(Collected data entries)

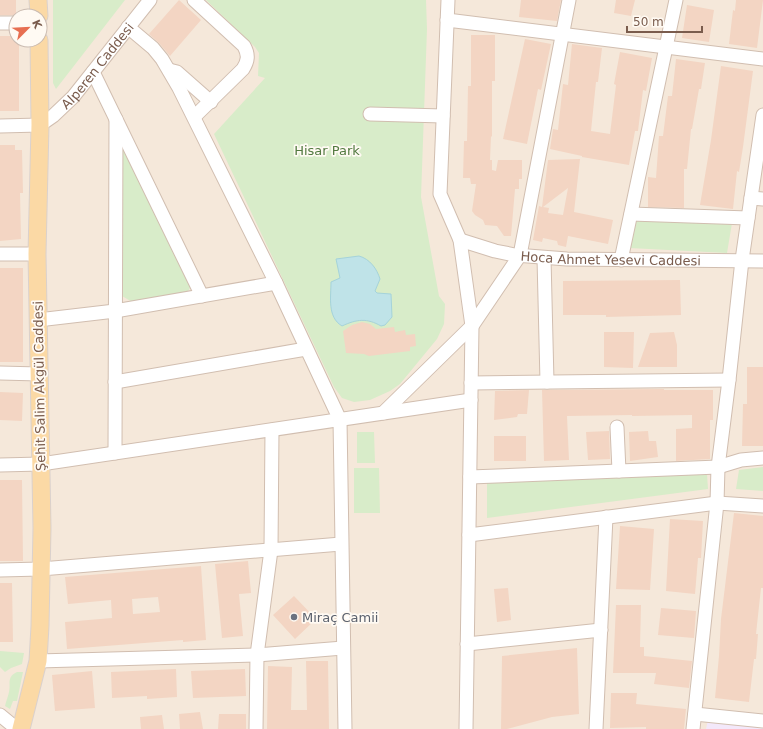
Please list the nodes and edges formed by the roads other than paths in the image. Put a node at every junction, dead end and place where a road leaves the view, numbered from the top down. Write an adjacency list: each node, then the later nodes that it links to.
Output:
1 (150, 0): 7 (street, Alperen Caddesi)
2 (194, 0): 14 (street)
3 (448, 0): 6 (street)
4 (569, 0): 8 (street)
5 (676, 0): 9 (street)
6 (447, 20): 8 (street); 17 (street)
7 (128, 27): 12 (street); 13 (street, Alperen Caddesi)
8 (562, 34): 9 (street); 28 (street)
9 (666, 47): 11 (street); 23 (street)
10 (39, 48): 20 (main road, Şehit Salim Akgül Caddesi)
11 (763, 59)
12 (169, 70): 14 (street); 18 (street)
13 (93, 72): 19 (street); 20 (street, Alperen Caddesi)
14 (211, 102): 18 (street)
15 (370, 114): 17 (street)
16 (763, 115): 22 (street)
17 (443, 116): 25 (street)
18 (194, 117): 33 (street)
19 (116, 119): 34 (street); 35 (street)
20 (40, 125): 21 (street); 27 (main road, Şehit Salim Akgül Caddesi)
21 (0, 126)
22 (757, 198): 24 (street)
23 (631, 214): 24 (street); 30 (street)
24 (748, 218): 31 (street)
25 (460, 240): 28 (street, Hoca Ahmet Yesevi Caddesi); 37 (street)
26 (0, 254): 27 (street)
27 (37, 254): 36 (main road, Şehit Salim Akgül Caddesi)
28 (520, 255): 29 (street, Hoca Ahmet Yesevi Caddesi); 37 (street)
29 (544, 258): 30 (street, Hoca Ahmet Yesevi Caddesi); 43 (street)
30 (621, 260): 31 (street, Hoca Ahmet Yesevi Caddesi)
31 (742, 260): 32 (street, Hoca Ahmet Yesevi Caddesi); 41 (street)
32 (763, 261)
33 (276, 284): 34 (street); 38 (street)
34 (202, 296): 35 (street)
35 (116, 311): 36 (street); 42 (street)
36 (38, 320): 40 (main road, Şehit Salim Akgül Caddesi)
37 (472, 326): 44 (street); 46 (street)
38 (306, 349): 42 (street); 47 (street)
39 (0, 373): 40 (street)
40 (39, 374): 52 (main road, Şehit Salim Akgül Caddesi)
41 (729, 380): 43 (street); 54 (street)
42 (115, 382): 50 (street)
43 (547, 382): 44 (street)
44 (471, 383): 45 (street)
45 (471, 400): 46 (street); 56 (street)
46 (384, 413): 47 (street)
47 (340, 420): 49 (street); 61 (street)
48 (617, 427): 55 (street)
49 (272, 430): 50 (street); 62 (street)
50 (115, 453): 52 (street)
51 (763, 458): 54 (street)
52 (41, 464): 53 (street); 63 (main road, Şehit Salim Akgül Caddesi)
53 (0, 465)
54 (718, 467): 55 (street); 57 (street)
55 (619, 471): 56 (street)
56 (470, 478): 60 (street)
57 (717, 503): 58 (street); 59 (street); 70 (street)
58 (763, 506)
59 (606, 517): 60 (street); 65 (street)
60 (469, 535): 66 (street)
61 (341, 544): 62 (street); 67 (street)
62 (271, 550): 63 (street); 68 (street)
63 (41, 569): 64 (street); 69 (main road, Şehit Salim Akgül Caddesi)
64 (0, 570)
65 (600, 630): 66 (street); 78 (street)
66 (467, 644): 77 (street)
67 (343, 648): 68 (street); 76 (street)
68 (256, 655): 69 (street); 75 (street)
69 (38, 661): 74 (main road, Şehit Salim Akgül Caddesi)
70 (695, 714): 72 (street); 79 (street)
71 (0, 715): 73 (street)
72 (763, 721)
73 (17, 729)
74 (21, 729)
75 (256, 729)
76 (345, 729)
77 (466, 729)
78 (596, 729)
79 (693, 729)

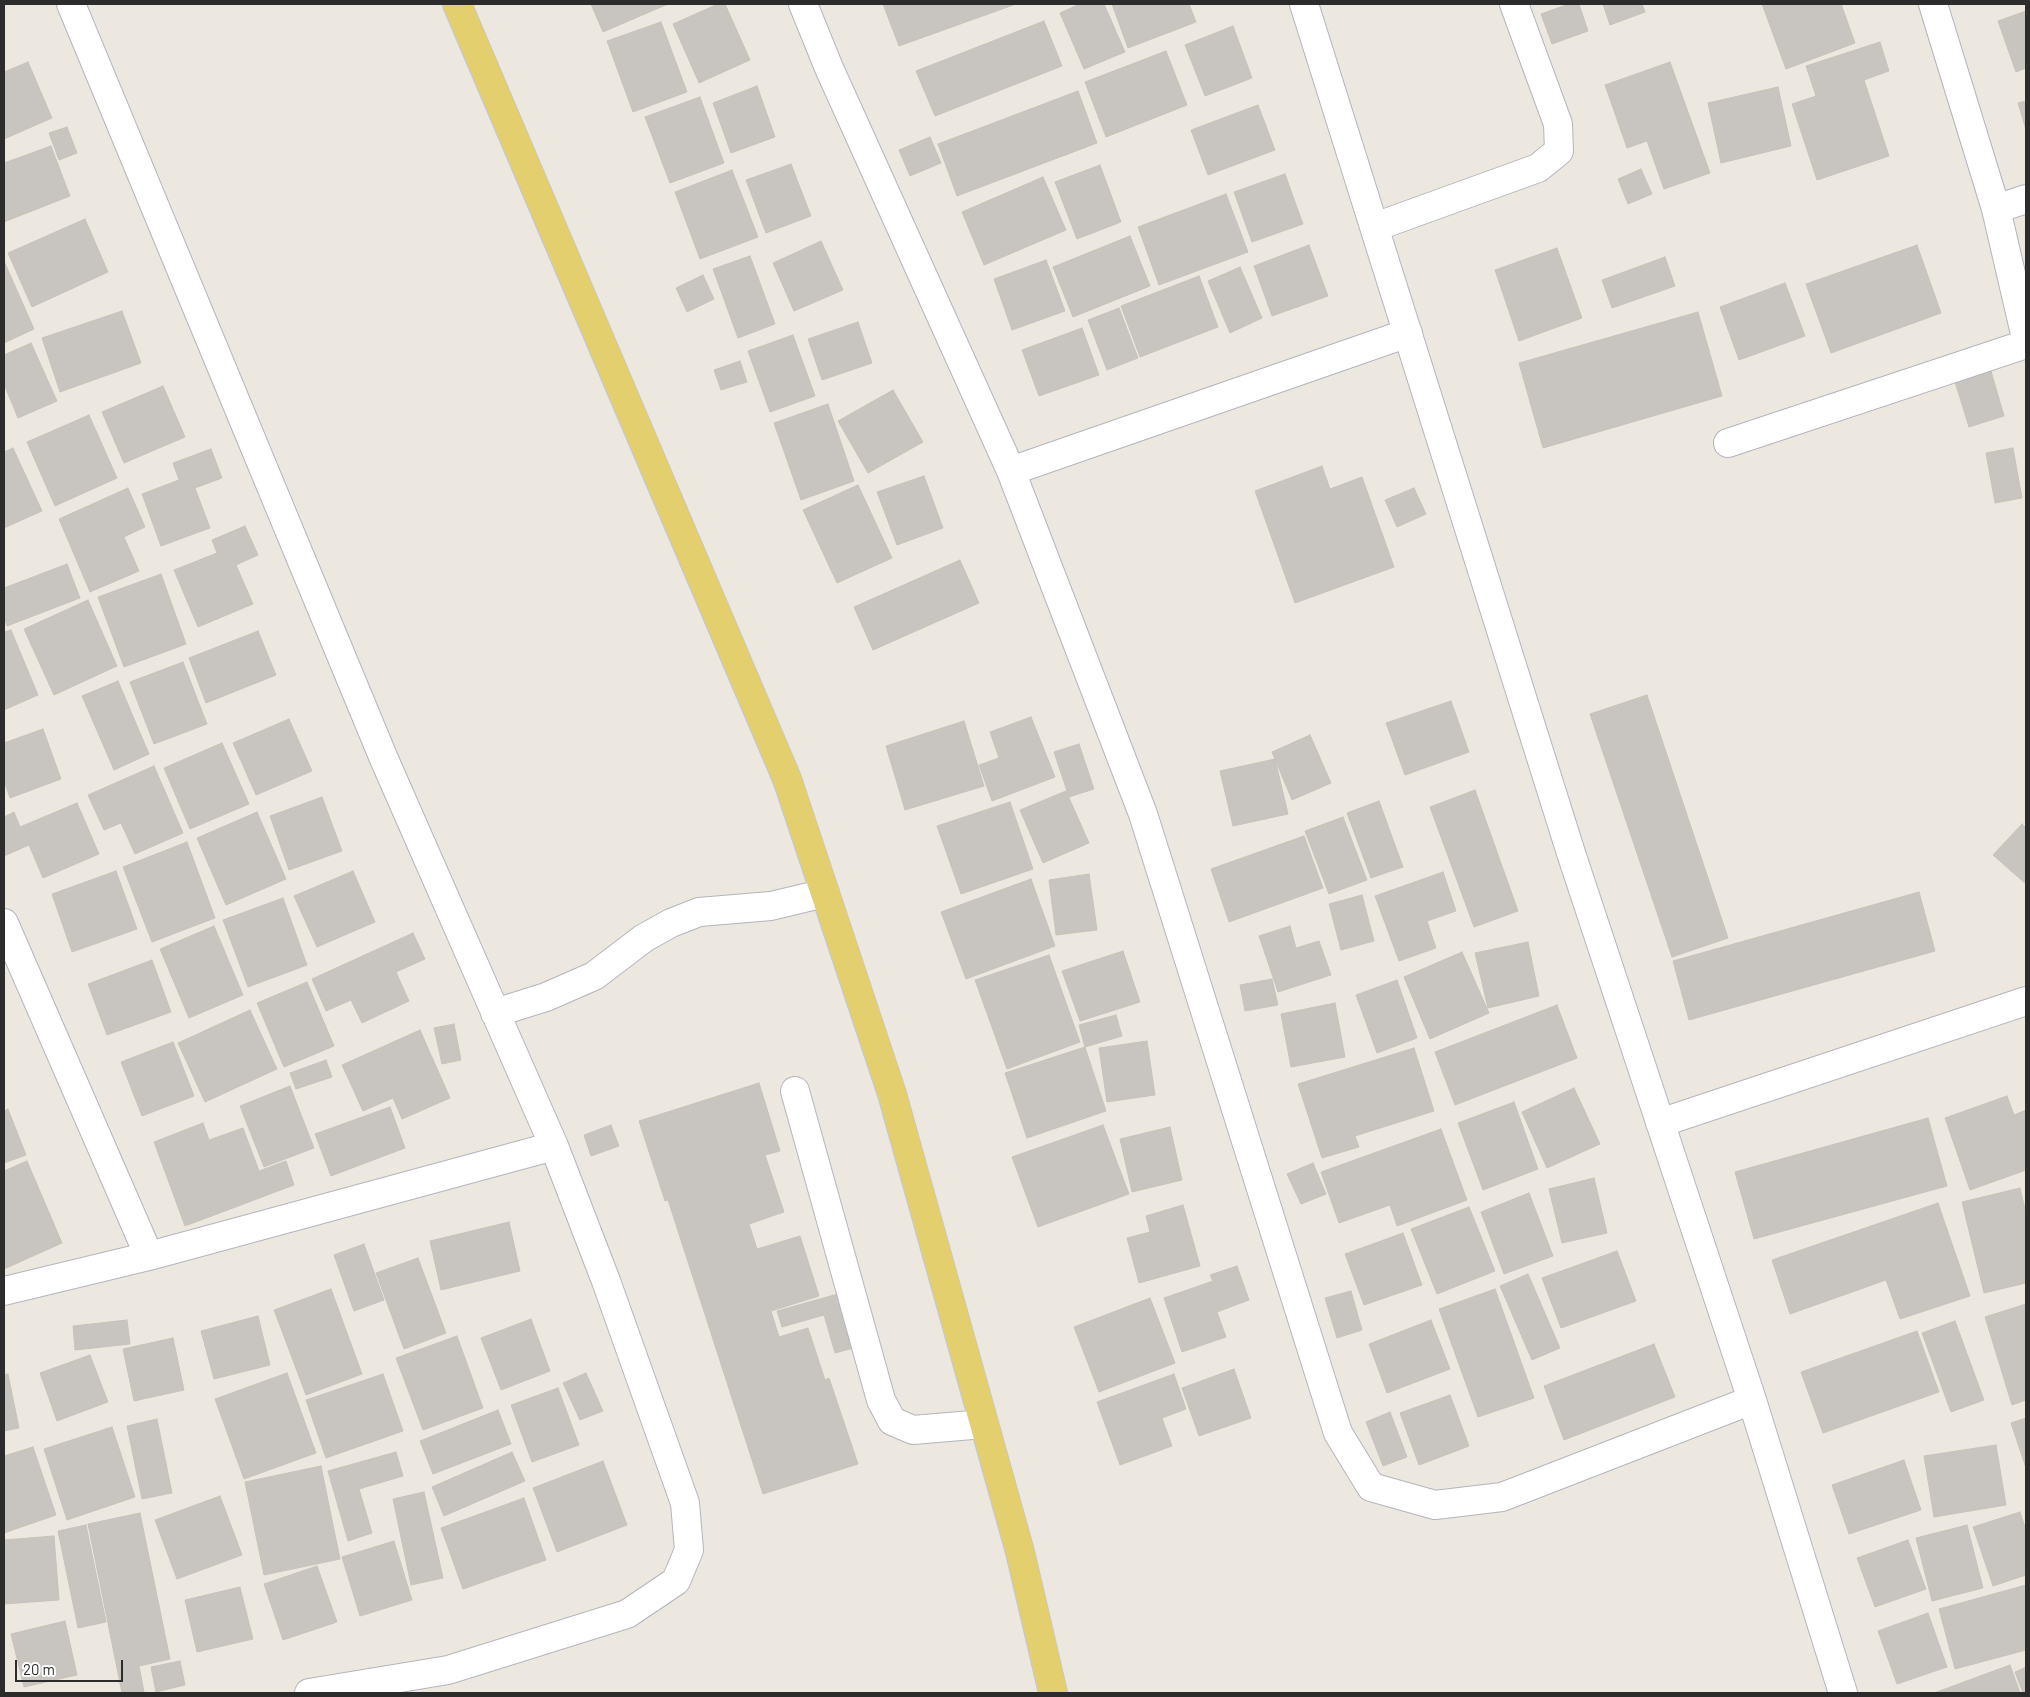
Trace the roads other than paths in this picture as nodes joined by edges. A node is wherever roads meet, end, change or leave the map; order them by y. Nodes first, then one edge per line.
1 (71, 4) edge
2 (457, 4) edge
3 (803, 4) edge
4 (1304, 4) edge
5 (1514, 4) edge
6 (1934, 4) edge
7 (2026, 199) edge
8 (1996, 209) junction
9 (1374, 227) junction
10 (1408, 333) junction
11 (2026, 338) edge
12 (2026, 344) edge
13 (1728, 443) dead end
14 (1011, 471) junction
15 (825, 893) junction
16 (4, 923) edge
17 (2026, 1001) edge
18 (496, 1013) junction
19 (795, 1091) dead end
20 (1660, 1123) junction
21 (554, 1146) junction
22 (149, 1256) junction
23 (4, 1292) edge
24 (1752, 1400) junction
25 (984, 1424) junction
26 (309, 1693) edge
27 (1053, 1693) edge
28 (1843, 1693) edge

1 - 18 street
2 - 15 main road
3 - 14 street
4 - 9 street
5 - 9 street
6 - 8 street
7 - 8 street
8 - 11 street
9 - 10 street
10 - 14 street
10 - 20 street
12 - 13 street
14 - 24 street
15 - 18 street
15 - 25 main road
16 - 22 street
17 - 20 street
18 - 21 street
19 - 25 street
20 - 24 street
21 - 22 street
21 - 26 street
22 - 23 street
24 - 28 street
25 - 27 main road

▸ **What the task requires**
Nothing but the lines from the one with "Trace the roads" through the last line of the data should appear; print them exactly.

▸ **Answer area**
Trace the roads other than paths in this picture as nodes joined by edges. A node is wherever roads meet, end, change or leave the map; order them by y. Nodes first, then one edge per line.
1 (71, 4) edge
2 (457, 4) edge
3 (803, 4) edge
4 (1304, 4) edge
5 (1514, 4) edge
6 (1934, 4) edge
7 (2026, 199) edge
8 (1996, 209) junction
9 (1374, 227) junction
10 (1408, 333) junction
11 (2026, 338) edge
12 (2026, 344) edge
13 (1728, 443) dead end
14 (1011, 471) junction
15 (825, 893) junction
16 (4, 923) edge
17 (2026, 1001) edge
18 (496, 1013) junction
19 (795, 1091) dead end
20 (1660, 1123) junction
21 (554, 1146) junction
22 (149, 1256) junction
23 (4, 1292) edge
24 (1752, 1400) junction
25 (984, 1424) junction
26 (309, 1693) edge
27 (1053, 1693) edge
28 (1843, 1693) edge

1 - 18 street
2 - 15 main road
3 - 14 street
4 - 9 street
5 - 9 street
6 - 8 street
7 - 8 street
8 - 11 street
9 - 10 street
10 - 14 street
10 - 20 street
12 - 13 street
14 - 24 street
15 - 18 street
15 - 25 main road
16 - 22 street
17 - 20 street
18 - 21 street
19 - 25 street
20 - 24 street
21 - 22 street
21 - 26 street
22 - 23 street
24 - 28 street
25 - 27 main road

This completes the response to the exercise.